[Entries taken from a collection]
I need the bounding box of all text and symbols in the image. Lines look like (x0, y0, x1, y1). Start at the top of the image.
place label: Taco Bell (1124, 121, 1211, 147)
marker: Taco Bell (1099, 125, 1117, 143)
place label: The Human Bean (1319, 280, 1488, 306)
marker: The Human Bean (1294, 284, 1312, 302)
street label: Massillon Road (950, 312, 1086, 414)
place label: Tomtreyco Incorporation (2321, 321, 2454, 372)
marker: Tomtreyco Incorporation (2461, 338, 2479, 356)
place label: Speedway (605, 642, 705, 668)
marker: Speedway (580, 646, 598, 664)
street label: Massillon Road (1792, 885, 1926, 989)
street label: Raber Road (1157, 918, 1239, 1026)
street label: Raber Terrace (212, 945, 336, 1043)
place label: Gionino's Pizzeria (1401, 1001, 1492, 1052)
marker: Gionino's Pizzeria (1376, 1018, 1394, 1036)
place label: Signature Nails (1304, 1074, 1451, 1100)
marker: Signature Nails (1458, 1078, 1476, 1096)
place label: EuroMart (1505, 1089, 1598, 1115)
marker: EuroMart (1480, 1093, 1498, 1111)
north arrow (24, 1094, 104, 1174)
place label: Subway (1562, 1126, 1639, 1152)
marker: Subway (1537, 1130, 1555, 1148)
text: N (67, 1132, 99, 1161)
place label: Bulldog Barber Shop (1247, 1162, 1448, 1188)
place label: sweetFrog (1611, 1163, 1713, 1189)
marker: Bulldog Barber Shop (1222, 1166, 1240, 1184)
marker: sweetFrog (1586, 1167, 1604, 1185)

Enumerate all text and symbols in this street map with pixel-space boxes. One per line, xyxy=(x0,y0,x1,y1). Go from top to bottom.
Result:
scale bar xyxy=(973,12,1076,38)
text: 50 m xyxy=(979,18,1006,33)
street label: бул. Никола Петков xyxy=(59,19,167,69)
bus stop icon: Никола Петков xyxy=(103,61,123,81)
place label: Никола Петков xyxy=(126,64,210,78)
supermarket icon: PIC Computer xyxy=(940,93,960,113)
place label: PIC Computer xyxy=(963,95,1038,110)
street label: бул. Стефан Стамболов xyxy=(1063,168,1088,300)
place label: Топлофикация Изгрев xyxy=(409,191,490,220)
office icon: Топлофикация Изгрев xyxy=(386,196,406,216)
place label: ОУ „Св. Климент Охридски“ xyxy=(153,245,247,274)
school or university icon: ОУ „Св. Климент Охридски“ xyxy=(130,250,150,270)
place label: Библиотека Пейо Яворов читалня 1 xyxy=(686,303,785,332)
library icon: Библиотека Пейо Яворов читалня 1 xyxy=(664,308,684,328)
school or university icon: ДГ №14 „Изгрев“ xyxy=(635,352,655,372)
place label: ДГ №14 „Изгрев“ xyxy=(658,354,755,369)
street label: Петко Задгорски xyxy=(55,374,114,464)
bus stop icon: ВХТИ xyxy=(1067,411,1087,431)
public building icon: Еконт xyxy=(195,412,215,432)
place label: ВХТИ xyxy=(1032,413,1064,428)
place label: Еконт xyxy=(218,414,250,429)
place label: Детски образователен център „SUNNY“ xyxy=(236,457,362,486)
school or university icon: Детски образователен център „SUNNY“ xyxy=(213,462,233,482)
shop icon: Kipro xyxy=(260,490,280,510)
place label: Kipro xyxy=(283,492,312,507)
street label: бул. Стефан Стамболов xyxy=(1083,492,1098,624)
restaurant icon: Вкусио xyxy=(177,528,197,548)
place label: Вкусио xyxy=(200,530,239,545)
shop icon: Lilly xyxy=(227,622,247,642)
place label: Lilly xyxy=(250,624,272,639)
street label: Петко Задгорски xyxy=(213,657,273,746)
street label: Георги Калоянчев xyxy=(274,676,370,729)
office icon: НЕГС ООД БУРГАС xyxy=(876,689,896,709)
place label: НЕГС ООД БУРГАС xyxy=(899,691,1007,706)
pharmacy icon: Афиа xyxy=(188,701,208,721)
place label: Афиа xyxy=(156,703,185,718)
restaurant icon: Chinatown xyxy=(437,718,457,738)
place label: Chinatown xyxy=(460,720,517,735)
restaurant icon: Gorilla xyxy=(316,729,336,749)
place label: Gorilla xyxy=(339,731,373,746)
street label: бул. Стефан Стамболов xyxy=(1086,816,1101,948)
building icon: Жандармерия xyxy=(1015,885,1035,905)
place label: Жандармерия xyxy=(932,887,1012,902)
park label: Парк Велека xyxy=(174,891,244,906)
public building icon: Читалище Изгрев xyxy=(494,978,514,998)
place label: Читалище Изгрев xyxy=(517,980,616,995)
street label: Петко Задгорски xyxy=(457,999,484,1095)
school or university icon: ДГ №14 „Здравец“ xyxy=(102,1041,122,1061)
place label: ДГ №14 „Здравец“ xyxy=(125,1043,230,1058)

=== Requirement ===
State the number of lines in the records that hold the string "Пейо", and add nothing.

=== Answer for the task ===
2